In this question I asked how to implement a chain of blurs in one single step.
Then I found out from the gaussian blur page of Wikipedia that:
Applying multiple, successive gaussian blurs to an image has the same effect as applying a single, larger gaussian blur, whose radius is the square root of the sum of the squares of the blur radii that were actually applied. For example, applying successive gaussian blurs with radii of 6 and 8 gives the same results as applying a single gaussian blur of radius 10, since sqrt {6^{2}+8^{2}}=10.
So I thought that blur
and singleBlur
were the same in the following code:
cv::Mat firstLevel;
float sigma1, sigma2;
//intialize firstLevel, sigma1 and sigma2
cv::Mat blur = gaussianBlur(firstLevel, sigma1);
blur = gaussianBlur(blur, sigma2);
float singleSigma = std::sqrt(std::pow(sigma1,2)+std::pow(sigma2,2));
cv::Mat singleBlur = gaussianBlur(firstLevel, singleSigma);
cv::Mat diff = blur != singleBLur;
// Equal if no elements disagree
assert( cv::countNonZero(diff) == 0);
But this assert
fails (and actually, for example, the first row of blur
is different from the first one of singleBlur
).
Why?
UPDATE:
After different comments asking for more information, I'll update the answer.

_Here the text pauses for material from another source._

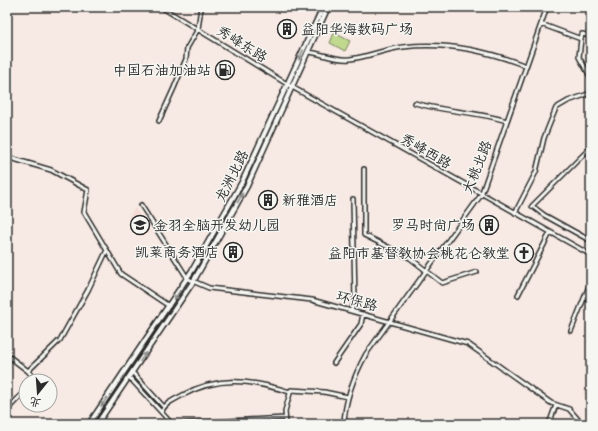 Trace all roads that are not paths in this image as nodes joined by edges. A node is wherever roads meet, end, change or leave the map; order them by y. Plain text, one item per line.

What I'm trying to do is to parallelize this code. In particular, I'm focusing now on computing all the blurs at all levels in advance. The serial code (which works correctly) is the following:
vector<Mat> blurs ((par.numberOfScales+3)*levels, Mat());
cv::Mat octaveLayer = firstLevel;
int scaleCycles = par.numberOfScales+2;
//compute blurs at all layers (not parallelizable)
for(int i=0; i<levels; i++){
blurs[i*scaleCycles+1] = octaveLayer.clone();
for (int j = 1; j < scaleCycles; j++){
float sigma = par.sigmas[j]* sqrt(sigmaStep * sigmaStep - 1.0f);
blurs[j+1+i*scaleCycles] = gaussianBlur(blurs[j+i*scaleCycles], sigma);
if(j == par.numberOfScales)
octaveLayer = halfImage(blurs[j+1+i*scaleCycles]);
}
}
Where:
Mat halfImage(const Mat &input)
{
Mat n(input.rows/2, input.cols/2, input.type());
float *out = n.ptr<float>(0);
for (int r = 0, ri = 0; r < n.rows; r++, ri += 2)

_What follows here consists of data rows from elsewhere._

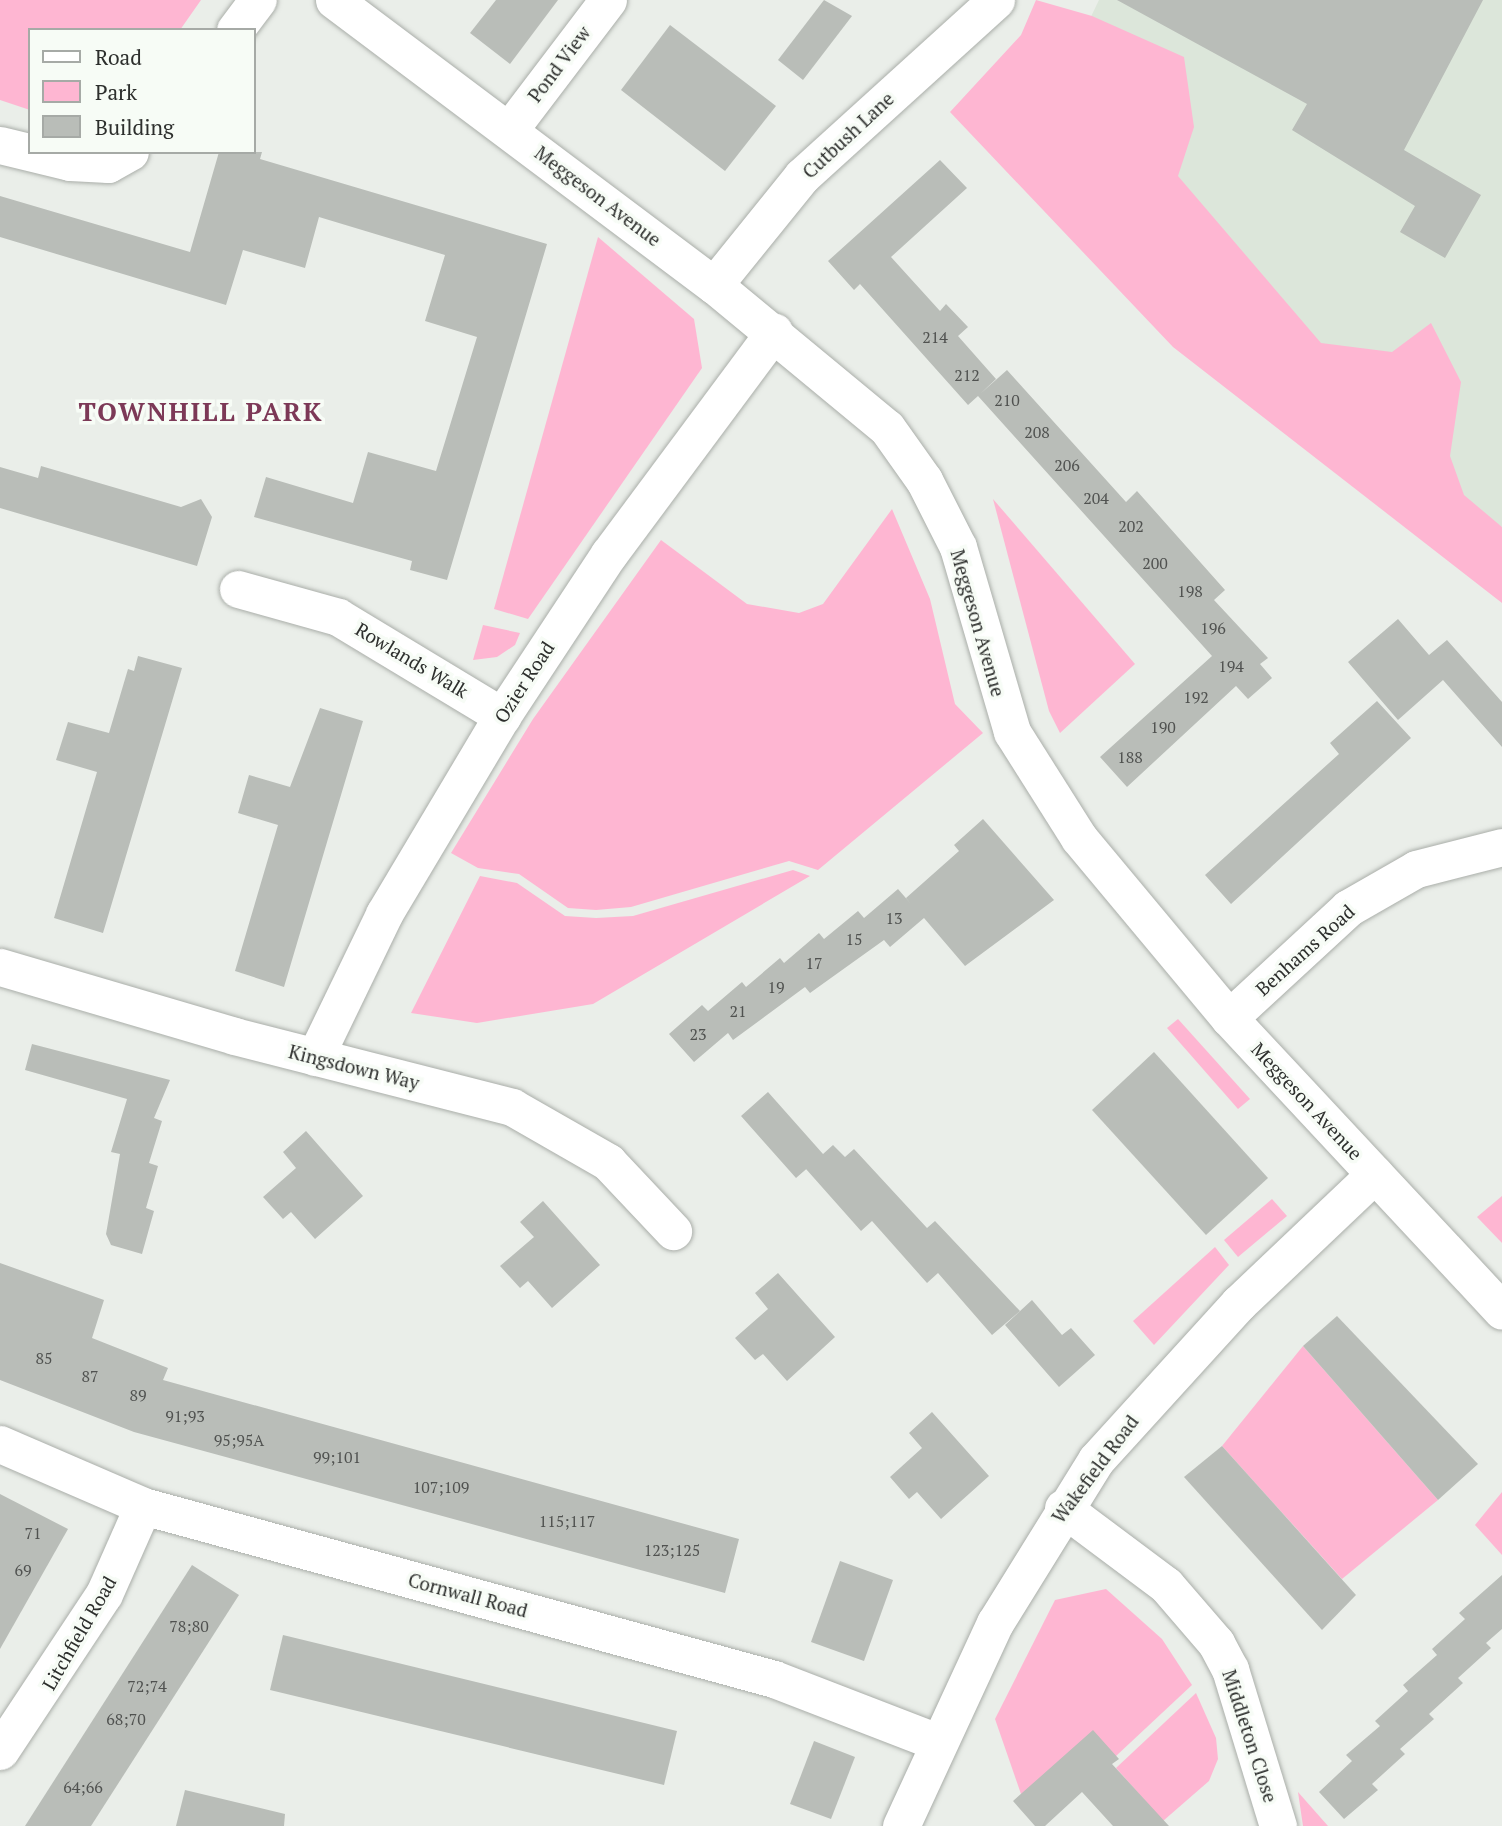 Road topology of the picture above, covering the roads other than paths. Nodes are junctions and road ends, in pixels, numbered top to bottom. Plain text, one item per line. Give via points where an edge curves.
1 (258, 0) edge
2 (334, 0) edge
3 (608, 0) edge
4 (996, 0) edge
5 (237, 28) edge
6 (510, 129) junction
7 (0, 145) edge
8 (28, 152) edge
9 (38, 154) edge
10 (126, 154) edge
11 (714, 285) junction
12 (774, 332) junction
13 (238, 589) dead end
14 (502, 716) junction
15 (1502, 847) edge
16 (0, 967) edge
17 (1229, 1018) junction
18 (315, 1057) junction
19 (1375, 1174) junction
20 (673, 1231) dead end
21 (1502, 1311) edge
22 (0, 1444) edge
23 (143, 1506) junction
24 (1063, 1508) junction
25 (937, 1742) junction
26 (0, 1751) edge
27 (901, 1826) edge
28 (1278, 1826) edge

1 - 5 street
2 - 6 street, Meggeson Avenue
3 - 6 street, Pond View
4 - 11 street, Cutbush Lane via 802,176
6 - 11 street, Meggeson Avenue
7 - 8 street
9 - 10 street via 108,164
11 - 12 street, Meggeson Avenue
12 - 14 street, Ozier Road via 609,554
12 - 17 street, Meggeson Avenue via 887,428 924,480 958,547 1012,732 1079,838
13 - 14 street, Rowlands Walk via 338,617
14 - 18 street, Ozier Road via 384,914
15 - 17 street, Benhams Road via 1416,869 1348,908
16 - 18 street, Kingsdown Way
17 - 19 street, Meggeson Avenue
18 - 20 street, Kingsdown Way via 512,1107 608,1163
19 - 21 street, Meggeson Avenue
19 - 24 street, Wakefield Road via 1239,1303 1117,1433
22 - 23 street, Cornwall Road
23 - 25 street, Cornwall Road via 774,1679
23 - 26 street, Litchfield Road via 104,1594
24 - 25 street, Wakefield Road via 1007,1601
24 - 28 street, Middleton Close via 1166,1585 1216,1643 1230,1669
25 - 27 street, Wakefield Road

for (int c = 0, ci = 0; c < n.cols; c++, ci += 2)
*out++ = input.at<float>(ri,ci);
return n;
}
Mat gaussianBlur(const Mat input, const float sigma)
{
Mat ret(input.rows, input.cols, input.type());
int size = (int)(2.0 * 3.0 * sigma + 1.0); if (size % 2 == 0) size++;
GaussianBlur(input, ret, Size(size, size), sigma, sigma, BORDER_REPLICATE);
return ret;
}
I'm sorry for the horrible indexes above, but I tried to respect the original code system (which is horrible, like starting counting from 1
instead of 0
). The code above has scaleCycles=5
and levels=6
, so 30 blurs are generated in total.
This is the "single blur" version, where first I compute the sigmas for each blur that has to be computed (following Wikipedia's formula) and then I apply the blur (notice that this is still serial and not parallelizable):
vector<Mat> singleBlurs ((par.numberOfScales+3)*levels, Mat());
vector<float> singleSigmas(scaleCycles);
float acc = 0;
for (int j = 1; j < scaleCycles; j++){
float sigma = par.sigmas[j]* sqrt(sigmaStep * sigmaStep - 1.0f);
acc += pow(sigma, 2);
singleSigmas[j] = sqrt(acc);
}
octaveLayer = firstLevel;
for(int i=0; i<levels; i++){
singleBlurs[i*scaleCycles+1] = octaveLayer.clone();
for (int j = 1; j < scaleCycles; j++){
float sigma = singleSigmas[j];
std::cout<<"j="<<j<<" sigma="<<sigma<<std::endl;
singleBlurs[j+1+i*scaleCycles] = gaussianBlur(singleBlurs[j+i*scaleCycles], sigma);
if(j == par.numberOfScales)
octaveLayer = halfImage(singleBlurs[j+1+i*scaleCycles]);
}
}
Of course the code above generates 30 blurs also with the same parameters of the previous version.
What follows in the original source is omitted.